WHAT YOU SHOULD DO: Return every line in the entries below where the word "古楚大道" shows up.

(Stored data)
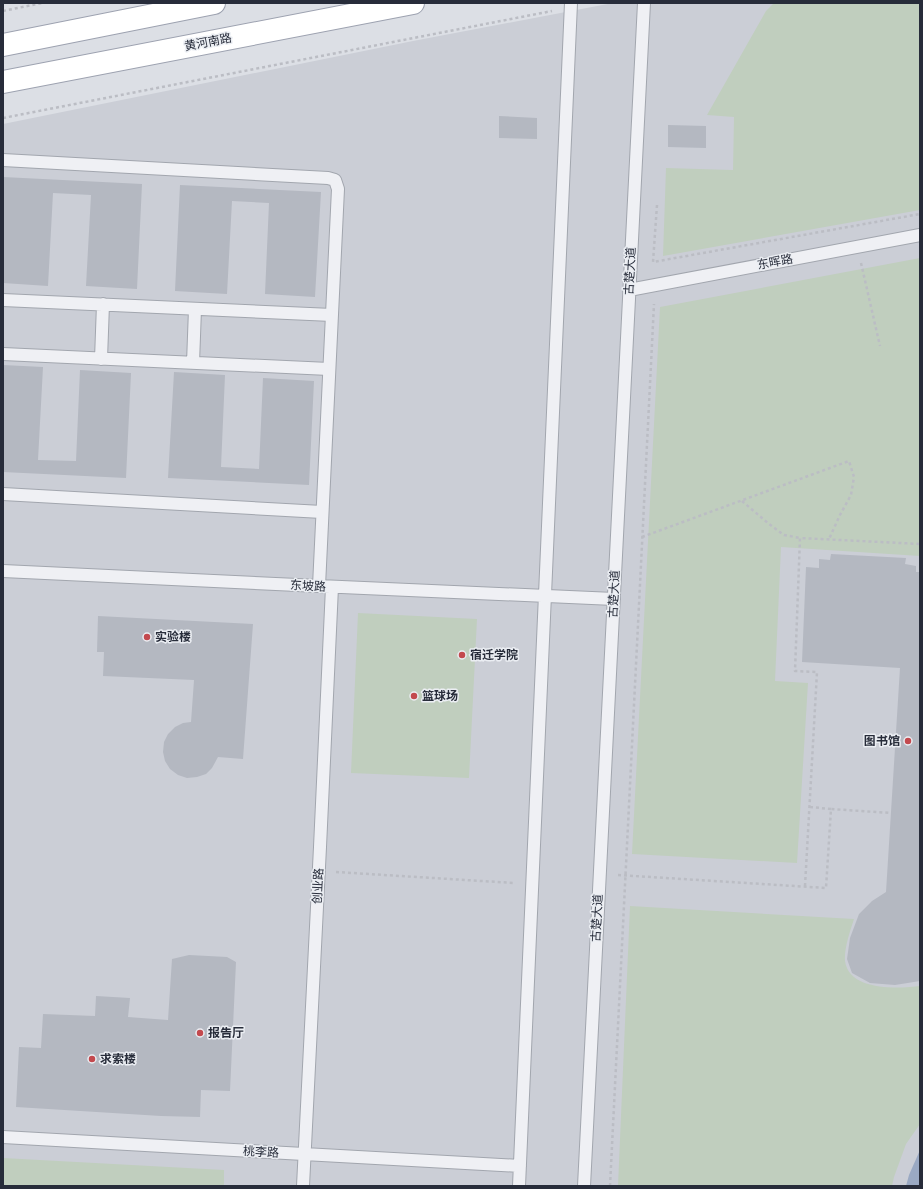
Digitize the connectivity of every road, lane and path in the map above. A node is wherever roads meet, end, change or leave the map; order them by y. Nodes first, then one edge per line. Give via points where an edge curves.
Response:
1 (42, 3) edge
2 (214, 3) edge
3 (413, 3) edge
4 (644, 3) edge
5 (571, 5) edge
6 (3, 11) edge
7 (3, 45) edge
8 (3, 82) edge
9 (3, 118) edge
10 (3, 160) edge
11 (657, 205) dead end
12 (920, 214) edge
13 (920, 235) edge
14 (861, 262) dead end
15 (629, 290) junction
16 (3, 300) edge
17 (654, 300) dead end
18 (103, 304) junction
19 (195, 309) junction
20 (332, 315) junction
21 (880, 346) dead end
22 (3, 354) edge
23 (101, 359) junction
24 (193, 363) junction
25 (329, 369) junction
26 (3, 494) edge
27 (742, 501) junction
28 (322, 512) junction
29 (642, 537) junction
30 (800, 538) junction
31 (829, 539) junction
32 (920, 544) edge
33 (3, 571) edge
34 (319, 586) junction
35 (332, 587) junction
36 (545, 596) junction
37 (614, 599) junction
38 (810, 807) junction
39 (831, 809) junction
40 (891, 813) dead end
41 (319, 871) junction
42 (600, 874) junction
43 (626, 876) junction
44 (532, 884) junction
45 (805, 886) junction
46 (3, 1137) edge
47 (304, 1154) junction
48 (520, 1166) junction
49 (302, 1186) edge
50 (519, 1186) edge
51 (584, 1186) edge
52 (610, 1186) edge

1 - 6 path
2 - 7 main road
3 - 8 main road, 黄河南路
4 - 15 lane, 古楚大道
5 - 9 path
5 - 36 lane
10 - 20 lane via 335,180 338,189
11 - 12 path via 653,262
13 - 15 lane, 东晖路
14 - 21 path
15 - 37 lane, 古楚大道
16 - 18 lane
17 - 29 path
18 - 19 lane
18 - 23 lane
19 - 20 lane
19 - 24 lane
20 - 25 lane
22 - 23 lane
23 - 24 lane
24 - 25 lane
25 - 28 lane
26 - 28 lane
27 - 29 path
27 - 30 path via 784,535
27 - 31 path via 849,461 854,477 851,495
28 - 34 lane
29 - 43 path
30 - 31 path
30 - 38 path via 795,671 817,672
31 - 32 path
33 - 34 lane, 东坡路
34 - 35 lane, 东坡路
35 - 36 lane, 东坡路
35 - 41 lane, 创业路
36 - 37 lane, 东坡路
36 - 44 lane
37 - 42 lane, 古楚大道
38 - 39 path
38 - 45 path
39 - 40 path
39 - 45 path via 826,888
41 - 44 path
41 - 47 lane, 创业路
42 - 43 path
42 - 51 lane, 古楚大道
43 - 45 path
43 - 52 path
44 - 48 lane
46 - 47 lane, 桃李路
47 - 48 lane, 桃李路
47 - 49 lane, 创业路
48 - 50 lane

ANSWER TO THIS PROBLEM:
4 - 15 lane, 古楚大道
15 - 37 lane, 古楚大道
37 - 42 lane, 古楚大道
42 - 51 lane, 古楚大道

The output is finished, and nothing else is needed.